Who We Are
United Ways of California improves the health, education and financial results for low-income children and families by enhancing and coordinating the advocacy and community impact work of California’s 29 local United Ways. United Ways of California was formed in 2008 by California's local United Ways seeking to work together to educate state and national leaders about policy issues affecting community impact goals in health, education, and financial stability.
What We Do
Throughout California, local United Ways fight to ensure that every family has the tools and resources they need to lead successful lives. They advance opportunities for low-income people by focusing on three priority areas:
How We Do This
Engaging the Public for the Common Good
United Ways of California advances the health, education and financial sustainability goals of local United Ways through education and advocacy. As a nonpartisan state organization, we believe the involvement of all sectors— business, nonprofit, philanthropy, government, and an engaged citizenry—are required to make progress on vital challenges facing low-income children and families. We see our role as bringing diverse (and sometimes unlikely) groupings of stakeholders together to address common social problems and work closely with local United Ways to create innovative opportunities to address them.
Boosting Program Impact
United Ways of California enhances the community impact of local United Ways by sharing innovations and lessons learned, improving practices, and building organizational capacity.
Resource Development
United Ways of California helps bring funding and resources to the communities that local United Ways serve through regional and statewide collaboratives, and by working with donors who wish to support United Ways at a regional and state level.
California’s United Ways
United Ways are well-positioned to address the needs of Californians. We are connected to our local communities through direct service via local United Ways and their community-based organization partners. Few advocacy organizations also provide or fund services in the areas their beneficiaries need; United Ways of California helps bridge the gap between policy and practice by bringing local United Ways' expertise to the table to inform policymakers on what areas are most critical to low-income Californians.
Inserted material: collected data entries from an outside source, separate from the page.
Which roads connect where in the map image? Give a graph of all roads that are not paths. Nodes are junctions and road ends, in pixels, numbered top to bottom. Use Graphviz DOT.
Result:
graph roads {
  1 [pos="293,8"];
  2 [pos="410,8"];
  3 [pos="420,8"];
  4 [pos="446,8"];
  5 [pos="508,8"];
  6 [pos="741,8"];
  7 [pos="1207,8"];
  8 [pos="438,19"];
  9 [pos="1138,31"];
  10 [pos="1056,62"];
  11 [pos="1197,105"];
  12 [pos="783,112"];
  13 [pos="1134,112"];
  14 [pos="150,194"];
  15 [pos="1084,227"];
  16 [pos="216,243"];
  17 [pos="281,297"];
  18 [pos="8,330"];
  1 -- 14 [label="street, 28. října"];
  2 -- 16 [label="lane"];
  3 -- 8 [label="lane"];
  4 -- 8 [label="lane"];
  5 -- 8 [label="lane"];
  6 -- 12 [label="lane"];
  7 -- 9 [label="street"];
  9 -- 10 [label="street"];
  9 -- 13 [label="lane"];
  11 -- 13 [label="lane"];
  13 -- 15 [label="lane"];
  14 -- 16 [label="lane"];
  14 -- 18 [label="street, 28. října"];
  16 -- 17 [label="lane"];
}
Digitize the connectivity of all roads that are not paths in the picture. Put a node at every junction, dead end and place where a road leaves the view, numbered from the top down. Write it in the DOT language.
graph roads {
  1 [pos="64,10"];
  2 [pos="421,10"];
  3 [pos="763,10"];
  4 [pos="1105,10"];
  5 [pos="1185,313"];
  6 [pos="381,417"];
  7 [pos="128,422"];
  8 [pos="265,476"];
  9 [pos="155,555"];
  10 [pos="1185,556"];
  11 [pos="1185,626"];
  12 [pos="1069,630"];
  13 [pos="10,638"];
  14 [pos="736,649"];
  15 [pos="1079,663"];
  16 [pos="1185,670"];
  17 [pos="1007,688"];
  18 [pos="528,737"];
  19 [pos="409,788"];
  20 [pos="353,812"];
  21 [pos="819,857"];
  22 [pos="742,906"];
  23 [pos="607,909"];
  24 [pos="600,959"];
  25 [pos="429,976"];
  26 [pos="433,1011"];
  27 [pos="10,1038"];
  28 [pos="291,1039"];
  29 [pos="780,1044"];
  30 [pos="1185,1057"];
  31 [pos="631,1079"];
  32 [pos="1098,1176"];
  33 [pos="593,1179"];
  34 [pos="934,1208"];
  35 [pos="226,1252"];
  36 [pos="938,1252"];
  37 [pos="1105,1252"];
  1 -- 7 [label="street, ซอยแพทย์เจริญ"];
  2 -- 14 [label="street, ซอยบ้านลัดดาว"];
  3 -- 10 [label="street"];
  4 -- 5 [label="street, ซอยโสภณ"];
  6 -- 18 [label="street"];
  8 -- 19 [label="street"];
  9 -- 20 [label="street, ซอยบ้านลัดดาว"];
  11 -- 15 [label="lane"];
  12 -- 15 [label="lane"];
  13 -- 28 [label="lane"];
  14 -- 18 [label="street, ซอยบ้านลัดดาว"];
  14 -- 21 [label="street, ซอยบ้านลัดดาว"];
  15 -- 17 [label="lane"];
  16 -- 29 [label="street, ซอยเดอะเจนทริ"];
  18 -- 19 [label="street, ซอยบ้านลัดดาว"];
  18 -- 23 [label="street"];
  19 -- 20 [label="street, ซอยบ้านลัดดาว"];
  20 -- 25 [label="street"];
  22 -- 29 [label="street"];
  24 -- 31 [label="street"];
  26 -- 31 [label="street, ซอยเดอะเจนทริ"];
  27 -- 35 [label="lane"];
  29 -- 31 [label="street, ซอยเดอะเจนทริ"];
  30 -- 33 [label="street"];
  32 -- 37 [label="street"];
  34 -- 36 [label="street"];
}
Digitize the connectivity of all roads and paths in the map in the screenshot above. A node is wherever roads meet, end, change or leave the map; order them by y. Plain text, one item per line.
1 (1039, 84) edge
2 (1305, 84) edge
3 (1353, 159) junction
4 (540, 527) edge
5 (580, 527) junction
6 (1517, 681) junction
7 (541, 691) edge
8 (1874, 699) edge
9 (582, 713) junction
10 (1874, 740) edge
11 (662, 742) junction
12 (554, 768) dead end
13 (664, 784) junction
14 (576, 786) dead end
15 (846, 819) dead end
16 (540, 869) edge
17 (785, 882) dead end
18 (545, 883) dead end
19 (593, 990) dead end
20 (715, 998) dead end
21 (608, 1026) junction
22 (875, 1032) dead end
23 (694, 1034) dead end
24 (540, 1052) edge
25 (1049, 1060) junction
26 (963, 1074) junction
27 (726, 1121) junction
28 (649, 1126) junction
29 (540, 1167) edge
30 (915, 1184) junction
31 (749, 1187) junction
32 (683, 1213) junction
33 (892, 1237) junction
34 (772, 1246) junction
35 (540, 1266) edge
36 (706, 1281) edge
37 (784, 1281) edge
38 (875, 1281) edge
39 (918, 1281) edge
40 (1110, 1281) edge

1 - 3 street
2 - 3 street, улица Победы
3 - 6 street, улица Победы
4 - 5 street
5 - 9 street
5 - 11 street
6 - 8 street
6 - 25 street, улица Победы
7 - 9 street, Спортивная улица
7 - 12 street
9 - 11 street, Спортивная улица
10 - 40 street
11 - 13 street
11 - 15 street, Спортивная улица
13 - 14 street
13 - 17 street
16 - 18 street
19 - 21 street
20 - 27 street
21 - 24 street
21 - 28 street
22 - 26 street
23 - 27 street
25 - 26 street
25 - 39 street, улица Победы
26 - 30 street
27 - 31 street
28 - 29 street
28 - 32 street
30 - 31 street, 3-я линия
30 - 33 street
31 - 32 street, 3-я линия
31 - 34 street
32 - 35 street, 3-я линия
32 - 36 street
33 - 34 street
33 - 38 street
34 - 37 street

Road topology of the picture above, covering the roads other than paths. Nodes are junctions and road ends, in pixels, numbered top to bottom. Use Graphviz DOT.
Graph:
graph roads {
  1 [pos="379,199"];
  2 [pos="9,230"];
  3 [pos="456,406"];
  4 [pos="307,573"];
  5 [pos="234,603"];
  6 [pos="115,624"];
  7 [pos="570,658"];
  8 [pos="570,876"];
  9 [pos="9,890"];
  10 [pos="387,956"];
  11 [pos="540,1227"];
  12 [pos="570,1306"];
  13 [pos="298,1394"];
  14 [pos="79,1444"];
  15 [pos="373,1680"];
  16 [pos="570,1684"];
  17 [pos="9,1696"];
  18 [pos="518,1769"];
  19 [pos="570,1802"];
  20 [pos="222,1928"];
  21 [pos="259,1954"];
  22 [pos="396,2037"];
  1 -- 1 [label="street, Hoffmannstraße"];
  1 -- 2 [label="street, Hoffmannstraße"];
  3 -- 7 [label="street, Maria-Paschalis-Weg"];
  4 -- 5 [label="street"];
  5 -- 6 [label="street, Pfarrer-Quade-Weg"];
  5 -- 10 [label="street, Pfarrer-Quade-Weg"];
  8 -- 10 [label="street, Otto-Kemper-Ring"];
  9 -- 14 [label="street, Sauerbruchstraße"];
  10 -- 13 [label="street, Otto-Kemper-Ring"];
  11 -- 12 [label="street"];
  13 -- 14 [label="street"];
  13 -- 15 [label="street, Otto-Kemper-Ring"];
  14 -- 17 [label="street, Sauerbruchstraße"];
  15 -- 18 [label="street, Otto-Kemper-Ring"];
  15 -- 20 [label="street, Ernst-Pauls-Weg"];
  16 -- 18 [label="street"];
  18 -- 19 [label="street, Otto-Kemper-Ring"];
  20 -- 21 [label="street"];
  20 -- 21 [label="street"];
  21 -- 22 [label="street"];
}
California’s local United Ways do vital work in their communities. Collectively, they raised over $350 million in 2021 in charitable support for targeted investments and critical health, education, and financial sustainability services.
By working together through United Ways of California, local United Ways can more effectively pursue opportunities and develop resources across multiple regions and the entire state, and better influence the state policy environment, which has a significant impact on local United Ways’ success in their communities.
Individually and together, California’s United Ways build a stronger California by mobilizing our public, private and nonprofit sectors through research, civic engagement, public policy advocacy, and results-based funding.
Click here to find a United Way near you.
Equity Statement
United Way’s mission is to fight for the education, health, and financial stability of every person in every community. An equitable society has an obligation to remove barriers while providing support to all people. We have the power to end poverty, dismantle racism, and create a just nation for all. That requires our fervent defense of the most vulnerable. With that in mind, we must work tirelessly to create just policies and address inequities in the policing of Black and Brown citizens. Communities of color deserve more than survival; they deserve hopes and dreams, the right to access quality schools, safe and affordable neighborhoods, jobs and careers with economic mobility. As a nonprofit, nonpartisan organization, United Way has always worked with and formed coalitions among sometimes unlikely allies. Those have included corporations and small businesses, labor, philanthropic and charitable institutions, elected and unelected leaders, service providers and community advocates. United Way currently confronts the challenges of inequity in access to education, financial stability and health that the COVID-19 pandemic has starkly revealed. Moving forward, United Way will do so in a manner that is intentionally aligned with racial justice and intersectionality.
The “United” in our name has meaning, and how we “Live United” matters. Americans disagree on many things, but we must all agree that everyone deserves dignity and respect. We are better as a nation when we pull together to confront crises rather than let those crises divide us. As Dr. Martin Luther King Jr. noted, we do not seek “the absence of tension,” we seek “the presence of justice.” To that end, we commit to advancing equity and racial justice, and we join United Ways across the country in adopting and endorsing the following definition and vision to guide our work:
United Way’s Definition of Equity
Equity is the intentional inclusion of everyone in society. Equity is achieved when systemic, institutional, and historical barriers based on race, gender, sexual orientation, and other identities are dismantled and no longer predict socioeconomic, education, and health outcomes.
United Way’s Equity Vision
We recognize structural racism and other forms of oppression have contributed to persistent disparities which United Way seeks to dismantle. Our United Way network strives to engage community members, especially those whose voices have traditionally been marginalized. We work with residents and public and private partners to co-create solutions that ensure everyone has the resources, opportunities, and networks they need to thrive. We commit to leveraging all of our assets (convening, strategic investments, awareness building, advocacy) to create more equitable communities.